Few of us have forgotten the searing images of the impact of Hurricane Katrina on the Gulf Coast, especially how the great American City of New Orleans was left in shambles—a testament to longstanding social and economic problems that preceded the storm and a nation that was unprepared after it occurred.

In the decade that followed Katrina—one that included the largest offshore oil spill in U.S. history—recovery across the region has varied, but there have been several success stories. For example, New Orleans, that soulful town, overhauled its health and public health systems, improved access to nutritious food and fitness activities, and put new emphasis on issues of equity and poverty. The work is far from done, but the transformation was sufficient to earn aCulture of Health Prize from the Robert Wood Johnson Foundation (RWJF) in 2013.

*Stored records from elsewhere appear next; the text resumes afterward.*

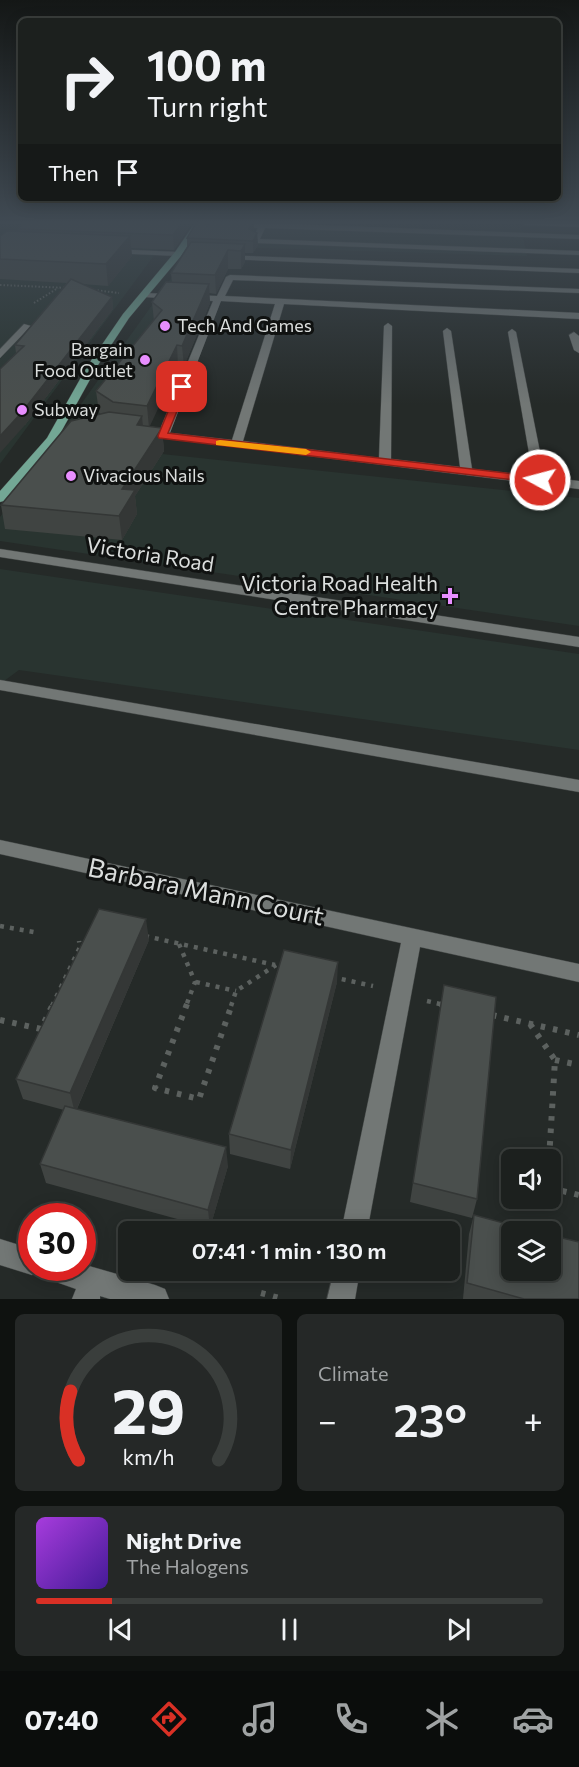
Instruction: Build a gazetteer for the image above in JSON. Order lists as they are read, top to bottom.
{
  "streets": {
    "street": ["Victoria Road", "Barbara Mann Court"]
  },
  "places": {
    "other": [
      "Tech And Games",
      "Bargain Food Outlet",
      "Subway",
      "Vivacious Nails"
    ],
    "health": ["Victoria Road Health Centre Pharmacy"]
  },
  "page": {
    "turn": ["100 m", "Turn right"],
    "then": "Then",
    "limit": "30",
    "trip": "07:41 · 1 min · 130 m",
    "tile": "Climate",
    "heat": ["−", "23°", "+"],
    "song": ["Night Drive", "The Halogens"],
    "tabs": "07:40",
    "gauge": ["29", "km/h"]
  }
}
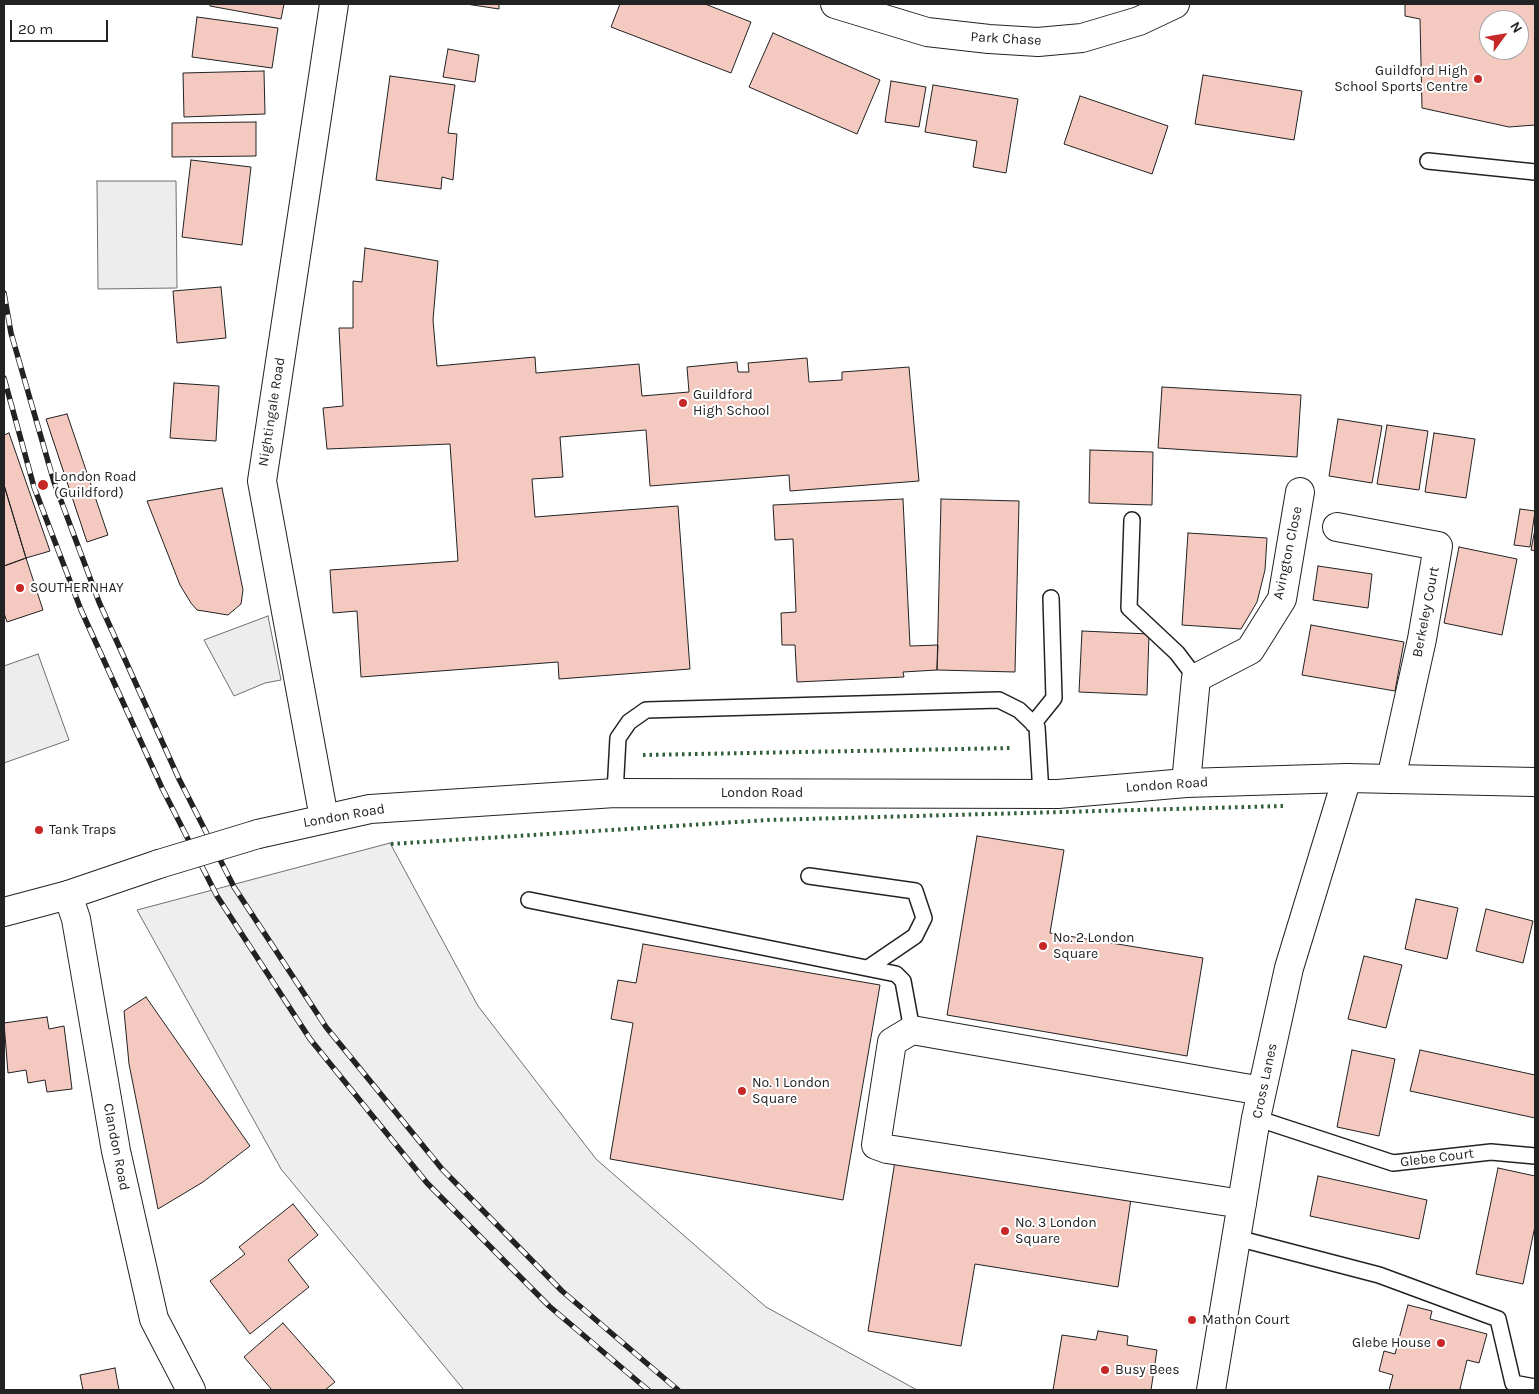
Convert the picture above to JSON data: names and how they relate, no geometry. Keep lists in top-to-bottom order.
{
  "streets": {
    "street": [
      "Park Chase",
      "Nightingale Road",
      "Avington Close",
      "Berkeley Court",
      "London Road",
      "Cross Lanes",
      "Clandon Road"
    ],
    "lane": ["Glebe Court"]
  },
  "crossings": [
    ["Nightingale Road", "London Road"],
    ["Berkeley Court", "London Road"],
    ["London Road", "Cross Lanes"],
    ["London Road", "Clandon Road"],
    ["Cross Lanes", "Glebe Court"]
  ],
  "places": [
    "Guildford High School Sports Centre",
    "Guildford High School",
    "London Road (Guildford)",
    "SOUTHERNHAY",
    "Tank Traps",
    "No. 2 London Square",
    "No. 1 London Square",
    "No. 3 London Square",
    "Mathon Court",
    "Glebe House",
    "Busy Bees"
  ],
  "scale_bar": "20 m",
  "north": "top right"
}
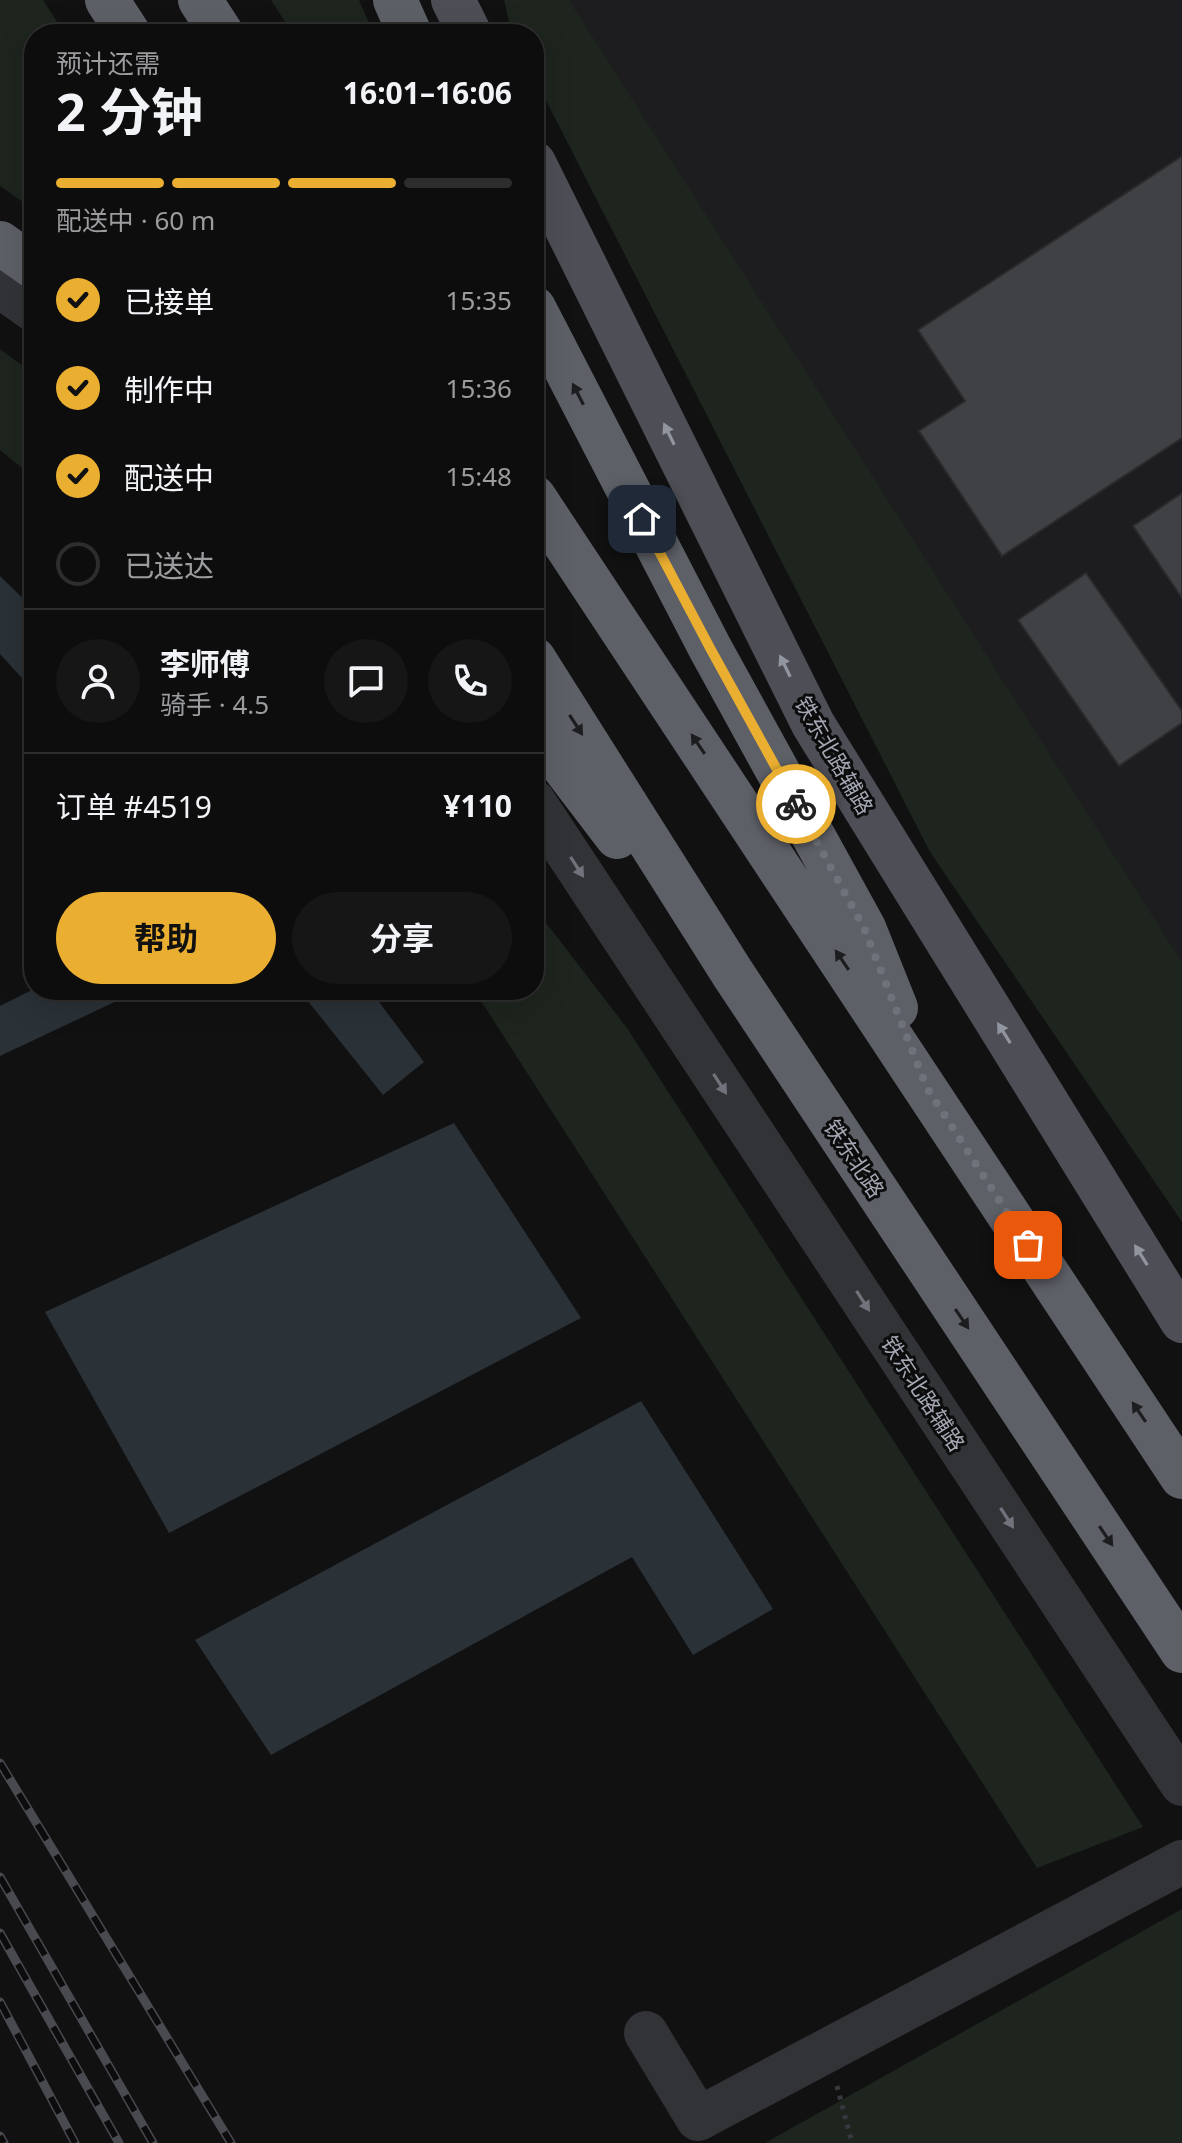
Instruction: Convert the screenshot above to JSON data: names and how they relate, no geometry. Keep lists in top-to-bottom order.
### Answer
{
  "streets": {
    "highway": ["铁东北路"],
    "main road": ["铁东北路辅路"]
  },
  "page": {
    "heading": ["2 分钟", "预计还需", "16:01–16:06"],
    "panel": [
      "李师傅",
      "骑手 · 4.5",
      "订单 #4519",
      "¥110"
    ],
    "bar": "配送中 · 60 m",
    "list": [
      ["已接单", "15:35"],
      ["制作中", "15:36"],
      ["配送中", "15:48"],
      "已送达"
    ],
    "buttons": ["帮助", "分享"]
  }
}
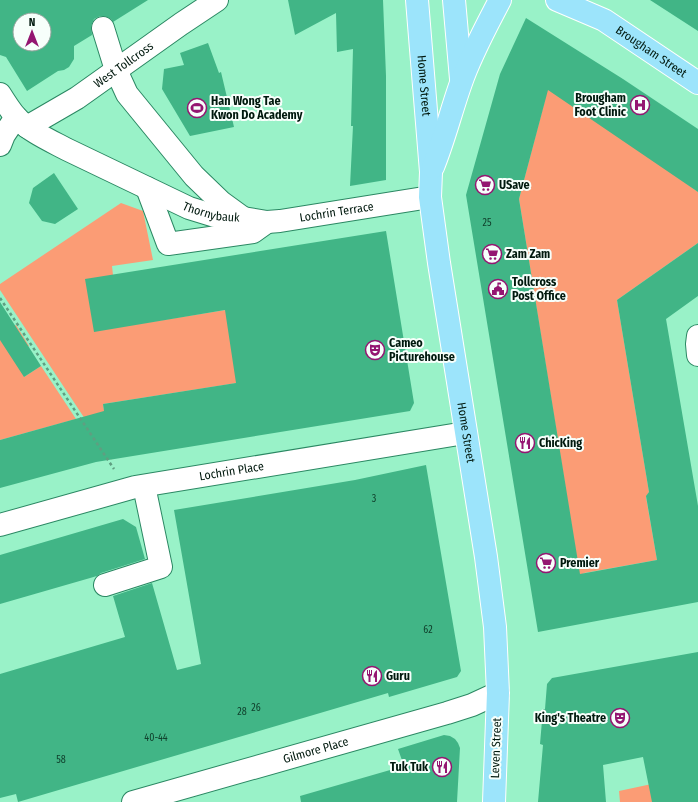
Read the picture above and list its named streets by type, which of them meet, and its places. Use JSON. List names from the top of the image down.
{
  "streets": {
    "main road": ["Brougham Street", "Home Street", "Leven Street"],
    "street": [
      "West Tollcross",
      "Thornybauk",
      "Lochrin Terrace",
      "Lochrin Place",
      "Gilmore Place"
    ]
  },
  "crossings": [
    ["West Tollcross", "Thornybauk"],
    ["Home Street", "Lochrin Terrace"],
    ["Home Street", "Lochrin Place"],
    ["Home Street", "Leven Street"],
    ["Home Street", "Gilmore Place"],
    ["Thornybauk", "Lochrin Terrace"],
    ["Leven Street", "Gilmore Place"]
  ],
  "places": {
    "hospital": ["Brougham Foot Clinic"],
    "sports": ["Han Wong Tae Kwon Do Academy"],
    "supermarket": ["USave", "Zam Zam", "Premier"],
    "public building": ["Tollcross Post Office"],
    "theatre": ["Cameo Picturehouse", "King's Theatre"],
    "restaurant": ["ChicKing", "Guru", "Tuk Tuk"]
  },
  "house_numbers": [
    "25",
    "3",
    "62",
    "26",
    "28",
    "40-44",
    "58"
  ],
  "north": "top"
}
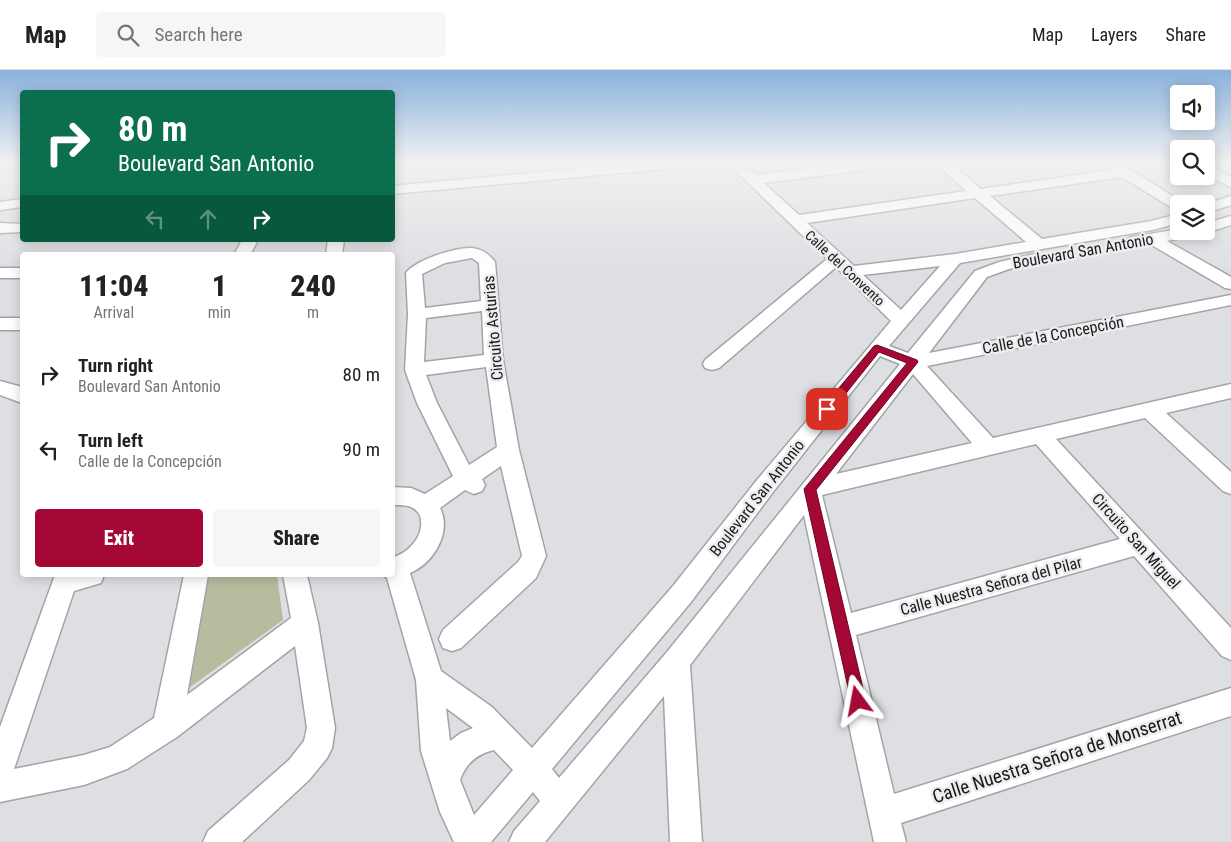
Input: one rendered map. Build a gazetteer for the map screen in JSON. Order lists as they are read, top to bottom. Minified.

Advancing the Science of Healthy Communities

We urgently need to understand the confluence of factors that helps communities of all sizes to recover and thrive. Throughout the Gulf region, communities large and small have come together to tackle adversity in its many forms—environmental disasters, to be sure, but also violence, chronic poverty and other traumas. The nation could learn from their efforts about what nurtures resilience—that is, the capacity to prepare for, withstand and recover from acute and chronic adversity and emerge stronger than ever.

[For more of this story, written by Tracy Costigan, go to http://www.rwjf.org/en/culture..._s_the_formulaf.html]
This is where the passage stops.